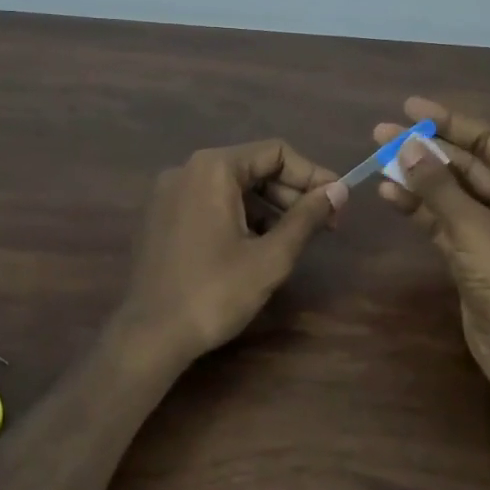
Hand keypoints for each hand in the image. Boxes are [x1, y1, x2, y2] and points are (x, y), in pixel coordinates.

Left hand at [113, 140, 346, 369]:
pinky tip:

— TO DO —
Count the lines above with the string "hand"; report only that figure.

— RESULT —
2